Harley Quinn (Animação) - REVIEW

A emancipação de Arlequina começa na animação


Arlequina se tornou uma das personagens mais populares dos últimos tempos. Oriunda das antiga série animada do Batman e logo após adentrando o universo dos quadrinhos, a vilã, ou anti-heroína em alguns casos, foi conquistando cada vez mais espaço nas mídias. Não atoa, que em 2016, com Esquadrão Suicida, Margot Robbie deu vida a parceira do Coringa e em fevereiro deste ano, seu longa ao lado de outras heroínas da DC irá estrear.
Mas o nosso assunto aqui é a série animada que a personagem está estrelando no serviço de streaming da DC Comics e desta vez seu protagonismo se torna um discurso poderoso que aborda de maneira cômica, assertiva e violenta, os caminhos para sair da sombra que de quem nunca se importou com a figura de Harley!
Os dias de reinado do palhaço do crime estão contados!

Arlequina está cansada de seguir as ordens do Coringa e desta vez o relacionamento dos dois acabou! Porém, como ela pode seguir o seu próprio caminho se os demais vilões de Gotham e até mesmo o Homem-Morcego ainda a tratam como uma simples ajudante? Chegou a hora de mostrar do que ela é capaz, até mesmo montando sua própria equipe de vilões, tudo isso com a ajuda de sua fiel amiga, Hera Venenosa!

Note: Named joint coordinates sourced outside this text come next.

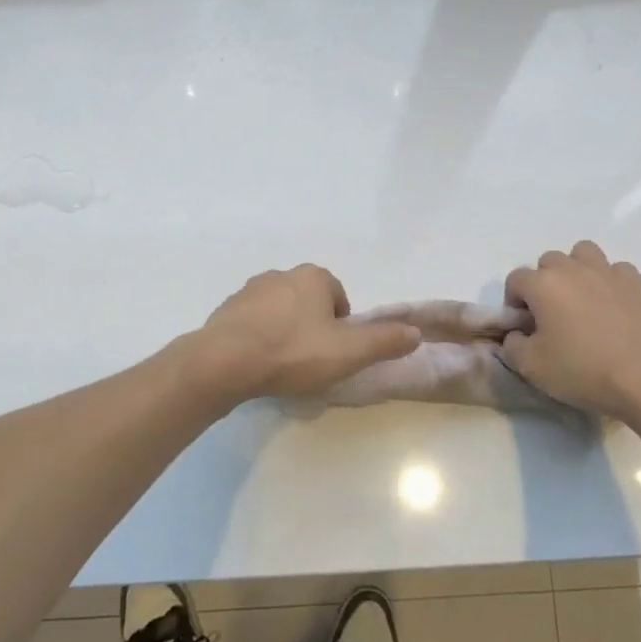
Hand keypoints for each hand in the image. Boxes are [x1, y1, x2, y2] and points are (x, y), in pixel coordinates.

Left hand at [192, 265, 420, 400]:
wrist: (224, 362)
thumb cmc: (293, 353)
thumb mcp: (349, 352)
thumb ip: (384, 341)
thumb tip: (416, 332)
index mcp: (313, 277)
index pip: (339, 298)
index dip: (342, 328)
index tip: (334, 354)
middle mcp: (282, 275)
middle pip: (310, 304)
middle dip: (313, 329)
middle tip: (311, 363)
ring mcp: (250, 290)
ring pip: (281, 312)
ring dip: (286, 333)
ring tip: (283, 367)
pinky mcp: (226, 310)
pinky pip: (253, 324)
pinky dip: (260, 339)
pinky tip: (258, 365)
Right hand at [500, 241, 640, 420]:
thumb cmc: (581, 370)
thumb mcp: (531, 367)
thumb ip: (512, 345)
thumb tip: (517, 334)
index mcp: (543, 284)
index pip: (516, 279)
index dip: (513, 300)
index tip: (524, 325)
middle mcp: (572, 269)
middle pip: (548, 261)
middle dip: (544, 282)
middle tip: (551, 313)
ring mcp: (607, 272)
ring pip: (583, 253)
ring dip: (577, 270)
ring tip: (581, 297)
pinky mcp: (636, 283)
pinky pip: (617, 269)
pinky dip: (611, 280)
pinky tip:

Harley Quinn até o momento possui oito episódios de no máximo 25 minutos, disponíveis no serviço de streaming da DC Comics (Ou no torrent mais próximo). A produção não é infantil, e este é um ponto que precisamos deixar claro logo de início. Se você espera encontrar algo que lembre as demais obras da editora para televisão, está enganado! Harley Quinn é uma animação adulta e sabe muito bem como trabalhar desta forma. O uso de uma violência gráfica despretensiosa, palavrões, piadas de conotação sexual e cenas no mesmo teor, permeiam a série e isso faz total sentido com a história que quer ser contada.
Aqui encontramos então uma Arlequina que se vê querendo ser individual em sua própria jornada, trilhando um caminho que requer não apenas provar o quanto é capaz de causar maldades maiores que os demais vilões da cidade, mas passar por cima do machismo, preconceito e insinuações constantes de todos que estão a sua volta.
Isso fica evidente a medida que vamos entendendo mais sobre quem foi a personagem, seu passado e até mesmo sua estranha relação com o Coringa. Para isso, a narrativa nos ajuda com episódios específicos para que tais fatos sejam apresentados, como a viagem pela mente de Arlequina ou quando o que seria uma reunião da Liga do Mal, é na verdade um Bar Mitzvá a coloca como centro de todas as situações. A personagem então vai galgando ainda mais protagonismo e deixando com que os demais sejam apenas coadjuvantes de tudo e logicamente, sobram piadas para o Universo da DC, os heróis e seus antagonistas. 
Desta forma, um dos pontos altos da produção é a relação entre Hera Venenosa e Arlequina. Hera é o contraponto, a calma, os pensamentos racionais e por mais que seja uma bandida, possui certas regras de como agir tentando a partir disso ajudar a amiga a se livrar de quem não contribui para o seu crescimento. Já Arlequina é a loucura, o impulso e ao mesmo tempo a ingenuidade de quem ainda não sabe qual caminho seguir, mas quando coloca algo em mente consegue até mesmo criar situações difíceis para o próprio Batman!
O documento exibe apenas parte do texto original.